Google open sources Python-on-Go transcompiler Grumpy - built to supercharge YouTube

Grumpy transcompiles Python into Go for better performance from concurrent workloads

Internet behemoth Google has open sourced Grumpy, the Python runtime environment for Go, which was developed by the company in a bid to improve the performance of YouTube, Google's popular video publication and sharing website.

The company developed the tool because of the difficulty of making concurrent workloads perform well on CPython, which handles the YouTube front-end and is tasked with serving millions of requests per second.

Other Python runtimes weren't able to solve the concurrency issue without introducing unsatisfactory trade-offs, according to Dylan Trotter, a staff software engineer within YouTube Engineering at Google.

"So we asked ourselves a crazy question: What if we were to implement an alternative runtime optimised for real-time serving?" asked Trotter, rhetorically, in a blog posting. "Once we started going down the rabbit hole, Go seemed like an obvious choice of platform since its operational characteristics align well with our use case."

YouTube needed first-class language interoperability and Go's powerful runtime type reflection system made this straightforward, he added.

"Grumpy is an experimental Python runtime for Go.
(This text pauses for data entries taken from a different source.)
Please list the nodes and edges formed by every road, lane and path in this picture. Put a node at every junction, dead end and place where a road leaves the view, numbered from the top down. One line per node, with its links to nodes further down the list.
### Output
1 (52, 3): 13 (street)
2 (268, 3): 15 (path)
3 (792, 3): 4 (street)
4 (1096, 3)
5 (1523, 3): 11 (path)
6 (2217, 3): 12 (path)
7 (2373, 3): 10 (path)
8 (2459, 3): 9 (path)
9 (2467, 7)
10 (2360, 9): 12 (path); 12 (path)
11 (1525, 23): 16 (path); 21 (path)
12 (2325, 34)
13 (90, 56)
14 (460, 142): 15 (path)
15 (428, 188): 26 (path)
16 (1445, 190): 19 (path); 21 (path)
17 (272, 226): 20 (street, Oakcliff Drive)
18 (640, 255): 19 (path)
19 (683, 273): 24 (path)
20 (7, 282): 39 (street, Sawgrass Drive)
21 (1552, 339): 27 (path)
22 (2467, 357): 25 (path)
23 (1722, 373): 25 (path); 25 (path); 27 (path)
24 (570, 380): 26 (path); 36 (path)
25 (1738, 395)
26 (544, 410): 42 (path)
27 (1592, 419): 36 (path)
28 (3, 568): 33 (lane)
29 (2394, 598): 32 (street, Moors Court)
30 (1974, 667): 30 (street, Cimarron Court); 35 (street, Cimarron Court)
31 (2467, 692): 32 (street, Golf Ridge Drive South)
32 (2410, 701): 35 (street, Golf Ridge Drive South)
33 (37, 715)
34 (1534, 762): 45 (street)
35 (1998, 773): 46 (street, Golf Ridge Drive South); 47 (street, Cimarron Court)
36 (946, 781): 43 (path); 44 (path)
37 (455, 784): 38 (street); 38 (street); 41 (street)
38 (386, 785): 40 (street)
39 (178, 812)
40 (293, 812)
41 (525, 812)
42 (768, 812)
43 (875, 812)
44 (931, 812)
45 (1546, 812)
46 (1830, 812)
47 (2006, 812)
It translates Python code into Go programs, and those ‘transpiled' programs run seamlessly within the Go runtime. We needed to support a large existing Python codebase, so it was important to have a high degree of compatibility with CPython (quirks and all). The goal is for Grumpy to be a drop-in replacement runtime for any pure-Python project," wrote Trotter.

However, two compromises had to be made: first, Grumpy forgoes support for C-language extension modules. This means that Grumpy can't leverage existing Python C extensions, but the benefit in terms of performance justifies that decision, claims Trotter.
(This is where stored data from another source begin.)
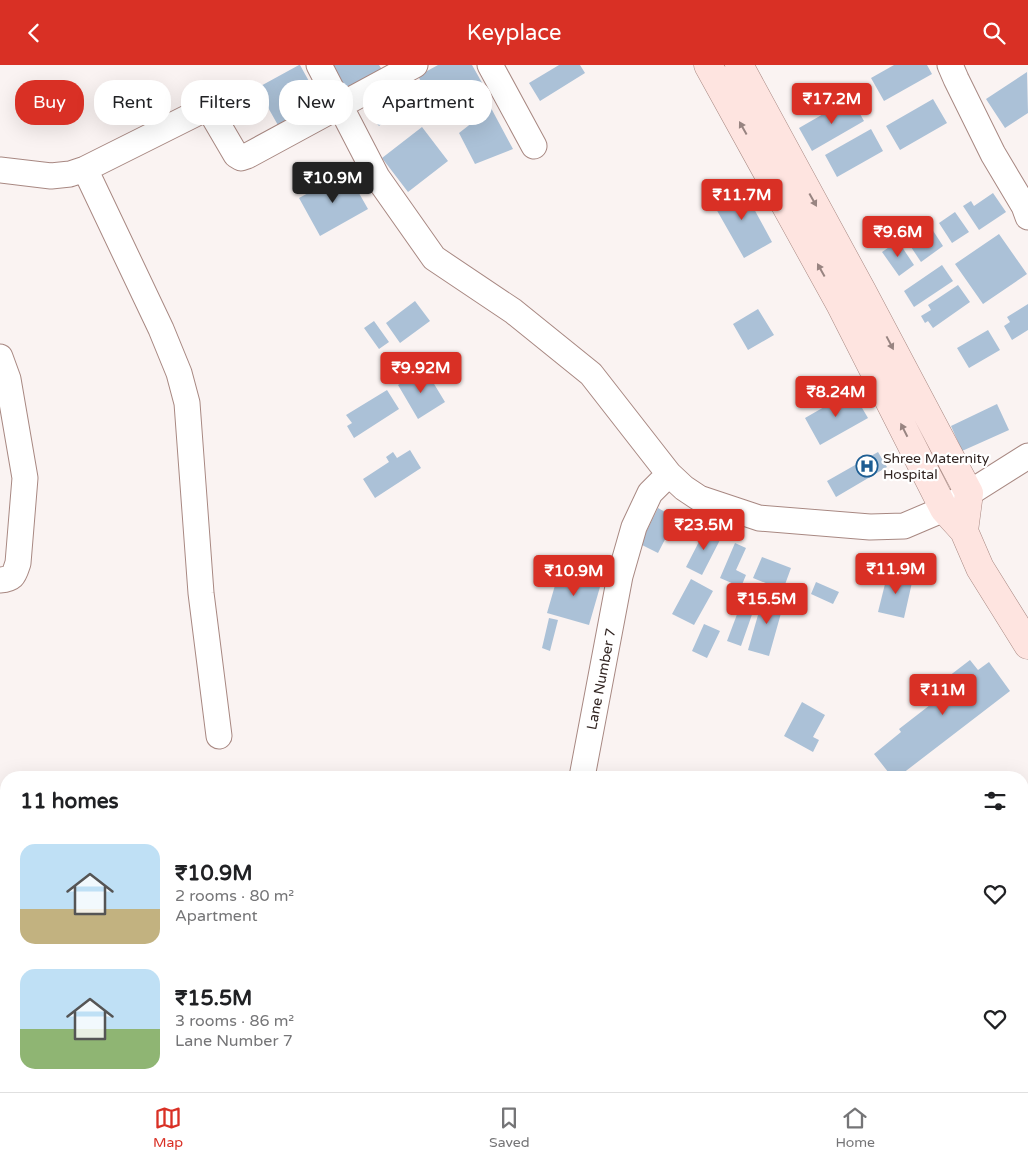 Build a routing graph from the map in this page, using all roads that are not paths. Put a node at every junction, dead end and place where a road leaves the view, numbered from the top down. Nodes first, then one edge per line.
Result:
1 (319, 65) edge
2 (414, 65) edge
3 (490, 65) edge
4 (708, 65) edge
5 (739, 65) edge
6 (950, 65) edge
7 (327, 80) edge
8 (353, 99) edge
9 (305, 125) edge
10 (350, 125) edge
11 (534, 146) dead end
12 (86, 169) junction
13 (0, 170) edge
14 (1028, 217) edge
15 (851, 297) junction
16 (0, 357) edge
17 (1028, 456) edge
18 (669, 474) junction
19 (969, 493) junction
20 (944, 509) junction
21 (964, 531) junction
22 (0, 580) edge
23 (1028, 645) edge
24 (219, 737) dead end
25 (583, 771) edge

1 - 7 street
2 - 8 street
3 - 11 street
15 -> 4 street
5 -> 15 street
6 - 14 street
9 - 12 street
10 - 18 street
12 - 13 street
12 - 24 street
15 -> 19 street
20 -> 15 street
16 - 22 street
17 - 19 street
18 - 20 street
18 - 25 street, Lane Number 7
19 - 20 street
19 - 21 street
20 - 21 street
21 - 23 street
"Second, Grumpy is not an interpreter. Grumpy programs are compiled and linked just like any other Go program. The downside is less development and deployment flexibility, but it offers several advantages," wrote Trotter.
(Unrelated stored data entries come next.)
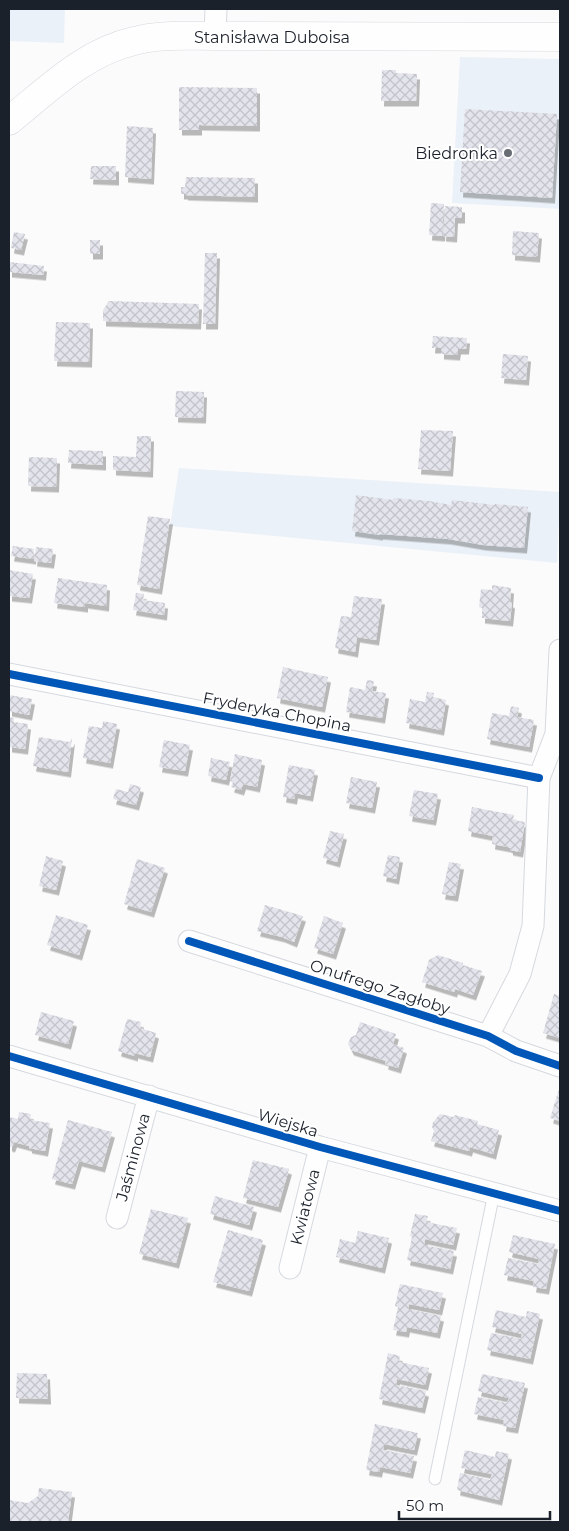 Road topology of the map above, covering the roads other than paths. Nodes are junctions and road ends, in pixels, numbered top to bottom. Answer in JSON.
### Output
{"nodes":[{"id":1,"x":216,"y":9,"type":"edge"},
{"id":2,"x":215,"y":36,"type":"junction"},
{"id":3,"x":560,"y":37,"type":"edge"},
{"id":4,"x":9,"y":121,"type":"edge"},
{"id":5,"x":560,"y":650,"type":"edge"},
{"id":6,"x":9,"y":674,"type":"edge"},
{"id":7,"x":539,"y":778,"type":"junction"},
{"id":8,"x":189,"y":941,"type":"dead end"},
{"id":9,"x":488,"y":1036,"type":"junction"},
{"id":10,"x":9,"y":1056,"type":"edge"},
{"id":11,"x":560,"y":1066,"type":"edge"},
{"id":12,"x":149,"y":1096,"type":"junction"},
{"id":13,"x":320,"y":1147,"type":"junction"},
{"id":14,"x":494,"y":1193,"type":"junction"},
{"id":15,"x":560,"y":1211,"type":"edge"},
{"id":16,"x":117,"y":1218,"type":"dead end"},
{"id":17,"x":290,"y":1268,"type":"dead end"},
{"id":18,"x":435,"y":1479,"type":"dead end"}],
"edges":[{"from":1,"to":2,"type":"street"},
{"from":2,"to":3,"type":"main road","name":"Stanisława Duboisa"},
{"from":2,"to":4,"type":"main road","name":"Stanisława Duboisa"},
{"from":5,"to":7,"type":"street"},
{"from":6,"to":7,"type":"street","name":"Fryderyka Chopina"},
{"from":7,"to":9,"type":"street"},
{"from":8,"to":9,"type":"street","name":"Onufrego Zagłoby"},
{"from":9,"to":11,"type":"street","name":"Onufrego Zagłoby"},
{"from":10,"to":12,"type":"street","name":"Wiejska"},
{"from":12,"to":13,"type":"street","name":"Wiejska"},
{"from":12,"to":16,"type":"street","name":"Jaśminowa"},
{"from":13,"to":14,"type":"street","name":"Wiejska"},
{"from":13,"to":17,"type":"street","name":"Kwiatowa"},
{"from":14,"to":15,"type":"street","name":"Wiejska"},
{"from":14,"to":18,"type":"lane"}]}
These include opportunities for optimisation at compile time via static program analysis. "But the biggest advantage is that interoperability with Go code becomes very powerful and straightforward: Grumpy programs can import Go packages just like Python modules!" he adds.

However, Trotter warns that although Grumpy has been freshly released to open source, it remains alpha-grade software. "Most of the language constructs and many core built-in types work like you'd expect [but] there are still holes to fill — many built-in types are missing methods and attributes, built-in functions are absent and the standard library is virtually empty."